Re: [PATCH v8 00/10] iov_iter: Improve page extraction (pin or just list)
From: David Hildenbrand
Date: Tue Jan 24 2023 - 07:45:16 EST
On 23.01.23 18:29, David Howells wrote:
Hi Al, Christoph,
Here are patches to provide support for extracting pages from an iov_iter
and to use this in the extraction functions in the block layer bio code.
The patches make the following changes:
(1) Add a function, iov_iter_extract_pages() to replace
iov_iter_get_pages*() that gets refs, pins or just lists the pages as
appropriate to the iterator type.
Add a function, iov_iter_extract_mode() that will indicate from the
iterator type how the cleanup is to be performed, returning FOLL_PIN
or 0.
(2) Add a function, folio_put_unpin(), and a wrapper, page_put_unpin(),
that take a page and the return from iov_iter_extract_mode() and do
the right thing to clean up the page.
(3) Make the bio struct carry a pair of flags to indicate the cleanup
mode. BIO_NO_PAGE_REF is replaced with BIO_PAGE_REFFED (equivalent to
FOLL_GET) and BIO_PAGE_PINNED (equivalent to BIO_PAGE_PINNED) is
added.
(4) Add a function, bio_release_page(), to release a page appropriately to
the cleanup mode indicated by the BIO_PAGE_* flags.
(5) Make the iter-to-bio code use iov_iter_extract_pages() to retain the
pages appropriately and clean them up later.
(6) Fix bio_flagged() so that it doesn't prevent a gcc optimisation.
(7) Renumber FOLL_PIN and FOLL_GET down so that they're at bits 0 and 1
and coincident with BIO_PAGE_PINNED and BIO_PAGE_REFFED. The compiler
can then optimise on that.

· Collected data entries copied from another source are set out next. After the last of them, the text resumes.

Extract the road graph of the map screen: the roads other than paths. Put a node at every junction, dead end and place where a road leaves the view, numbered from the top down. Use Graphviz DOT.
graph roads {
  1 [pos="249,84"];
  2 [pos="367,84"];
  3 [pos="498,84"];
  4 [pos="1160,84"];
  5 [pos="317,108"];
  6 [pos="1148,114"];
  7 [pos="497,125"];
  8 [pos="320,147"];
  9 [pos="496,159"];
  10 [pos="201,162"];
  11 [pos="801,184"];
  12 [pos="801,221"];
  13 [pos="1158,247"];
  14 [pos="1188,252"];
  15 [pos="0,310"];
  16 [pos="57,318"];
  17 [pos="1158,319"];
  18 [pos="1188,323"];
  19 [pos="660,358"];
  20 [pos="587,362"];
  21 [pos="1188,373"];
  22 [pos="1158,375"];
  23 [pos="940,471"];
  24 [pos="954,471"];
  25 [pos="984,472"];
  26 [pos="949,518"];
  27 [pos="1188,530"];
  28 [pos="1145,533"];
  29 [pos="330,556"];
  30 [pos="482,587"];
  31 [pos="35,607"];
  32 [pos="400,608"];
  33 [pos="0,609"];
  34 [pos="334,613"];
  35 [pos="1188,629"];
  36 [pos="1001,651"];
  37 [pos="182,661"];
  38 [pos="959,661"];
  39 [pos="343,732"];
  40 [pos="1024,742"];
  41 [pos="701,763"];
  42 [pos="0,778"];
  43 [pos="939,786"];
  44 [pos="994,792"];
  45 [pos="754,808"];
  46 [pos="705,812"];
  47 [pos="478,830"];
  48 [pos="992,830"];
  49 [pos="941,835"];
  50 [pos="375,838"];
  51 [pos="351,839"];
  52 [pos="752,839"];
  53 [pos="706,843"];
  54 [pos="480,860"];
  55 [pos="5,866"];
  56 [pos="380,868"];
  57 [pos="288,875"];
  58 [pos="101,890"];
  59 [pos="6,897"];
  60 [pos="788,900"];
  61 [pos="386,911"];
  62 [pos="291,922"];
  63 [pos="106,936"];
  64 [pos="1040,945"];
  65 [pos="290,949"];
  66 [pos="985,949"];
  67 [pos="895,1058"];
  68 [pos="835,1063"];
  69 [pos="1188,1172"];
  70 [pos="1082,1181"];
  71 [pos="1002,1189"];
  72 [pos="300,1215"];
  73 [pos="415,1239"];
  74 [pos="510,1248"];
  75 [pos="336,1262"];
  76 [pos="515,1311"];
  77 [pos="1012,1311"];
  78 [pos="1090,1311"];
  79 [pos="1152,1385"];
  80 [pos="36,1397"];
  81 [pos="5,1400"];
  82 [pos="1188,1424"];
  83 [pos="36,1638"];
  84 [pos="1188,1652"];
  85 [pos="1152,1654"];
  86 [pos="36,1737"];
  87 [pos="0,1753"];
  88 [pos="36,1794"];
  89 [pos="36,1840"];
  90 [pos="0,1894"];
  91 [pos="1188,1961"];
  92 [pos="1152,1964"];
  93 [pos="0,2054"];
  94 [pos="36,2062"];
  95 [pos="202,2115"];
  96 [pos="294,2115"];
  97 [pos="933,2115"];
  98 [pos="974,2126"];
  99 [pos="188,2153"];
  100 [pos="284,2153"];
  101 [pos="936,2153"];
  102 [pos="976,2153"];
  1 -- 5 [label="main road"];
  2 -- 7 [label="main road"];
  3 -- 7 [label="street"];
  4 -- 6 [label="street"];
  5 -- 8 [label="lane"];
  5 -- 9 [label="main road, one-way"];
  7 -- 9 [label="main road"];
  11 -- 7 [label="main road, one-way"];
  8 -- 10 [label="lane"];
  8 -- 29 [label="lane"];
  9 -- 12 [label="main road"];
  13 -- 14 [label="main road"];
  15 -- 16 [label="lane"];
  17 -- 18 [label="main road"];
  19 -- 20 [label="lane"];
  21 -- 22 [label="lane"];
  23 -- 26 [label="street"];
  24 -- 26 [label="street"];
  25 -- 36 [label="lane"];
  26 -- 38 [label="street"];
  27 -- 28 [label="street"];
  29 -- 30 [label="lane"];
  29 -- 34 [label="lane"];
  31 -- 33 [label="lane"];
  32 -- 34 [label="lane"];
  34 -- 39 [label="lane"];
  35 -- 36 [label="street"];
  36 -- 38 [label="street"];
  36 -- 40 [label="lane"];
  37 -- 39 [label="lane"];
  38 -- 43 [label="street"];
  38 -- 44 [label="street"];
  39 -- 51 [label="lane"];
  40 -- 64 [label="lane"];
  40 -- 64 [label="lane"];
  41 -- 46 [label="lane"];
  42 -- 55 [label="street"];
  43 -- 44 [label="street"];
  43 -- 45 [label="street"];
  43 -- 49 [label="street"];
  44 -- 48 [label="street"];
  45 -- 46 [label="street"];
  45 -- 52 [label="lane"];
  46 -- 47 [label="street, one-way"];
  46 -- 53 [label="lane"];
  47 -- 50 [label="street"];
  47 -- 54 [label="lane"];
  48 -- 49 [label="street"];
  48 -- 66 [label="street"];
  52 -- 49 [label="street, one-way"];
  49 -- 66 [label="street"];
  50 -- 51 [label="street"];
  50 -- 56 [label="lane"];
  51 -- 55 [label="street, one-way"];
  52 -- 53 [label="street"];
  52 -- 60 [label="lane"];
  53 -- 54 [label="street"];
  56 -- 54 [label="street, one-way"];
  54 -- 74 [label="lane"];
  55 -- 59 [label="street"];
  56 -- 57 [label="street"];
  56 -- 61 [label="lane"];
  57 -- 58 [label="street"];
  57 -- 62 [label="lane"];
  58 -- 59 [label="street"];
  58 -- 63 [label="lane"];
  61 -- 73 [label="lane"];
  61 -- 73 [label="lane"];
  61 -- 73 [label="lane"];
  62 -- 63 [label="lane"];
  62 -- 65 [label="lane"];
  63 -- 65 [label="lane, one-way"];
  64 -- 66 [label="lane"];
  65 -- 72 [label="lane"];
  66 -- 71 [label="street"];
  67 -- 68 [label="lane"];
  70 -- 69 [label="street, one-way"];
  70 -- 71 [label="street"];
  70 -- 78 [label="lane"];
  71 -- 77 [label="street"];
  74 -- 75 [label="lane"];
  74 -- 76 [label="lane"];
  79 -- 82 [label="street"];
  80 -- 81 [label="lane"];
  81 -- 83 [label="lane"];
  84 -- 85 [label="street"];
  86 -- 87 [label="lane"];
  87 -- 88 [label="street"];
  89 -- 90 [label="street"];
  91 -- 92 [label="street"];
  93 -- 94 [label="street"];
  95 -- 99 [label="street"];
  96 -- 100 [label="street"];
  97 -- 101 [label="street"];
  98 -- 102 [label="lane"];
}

Also, it's probably going to be necessary
to embed these in the page pointer in sk_buff fragments. This patch
can go independently through the mm tree.
^ I feel like some of that information might be stale now that you're
only using FOLL_PIN.
I've pushed the patches here also:
https://git.kernel.org/pub/scm/linux/kernel/git/dhowells/linux-fs.git/log/?h=iov-extract
I gave this a quick test and it indeed fixes the last remaining test
case of my O_DIRECT+fork tests [1] that was still failing on upstream
(test3).
Once landed upstream, if we feel confident enough (I tend to), we could
adjust the open() man page to state that O_DIRECT can now be run
concurrently with fork(). Especially, the following documentation might
be adjusted:
"O_DIRECT I/Os should never be run concurrently with the fork(2)
system call, if the memory buffer is a private mapping (i.e., any
mapping created with the mmap(2) MAP_PRIVATE flag; this includes memory
allocated on the heap and statically allocated buffers). Any such
I/Os, whether submitted via an asynchronous I/O interface or from
another thread in the process, should be completed before fork(2) is
called. Failure to do so can result in data corruption and undefined
behavior in parent and child processes."
This series does not yet fix vmsplice()+hugetlb ... simply because your
series does not mess with the vmsplice() implementation I assume ;) Once
vmsplice() uses FOLL_PIN, all cow tests should be passing as well. Easy
to test:
$ cd tools/testing/selftests/vm/
$ echo 2 > /sys/kernel/mm/hugepages/hugepages-2048kB/nr_hugepages
$ echo 2 > /sys/kernel/mm/hugepages/hugepages-1048576kB/nr_hugepages
$ ./cow
...
Bail out! 8 out of 190 tests failed
# Totals: pass:181 fail:8 xfail:0 xpass:0 skip:1 error:0
[1] https://gitlab.com/davidhildenbrand/o_direct_fork_tests
--
Thanks,
David / dhildenb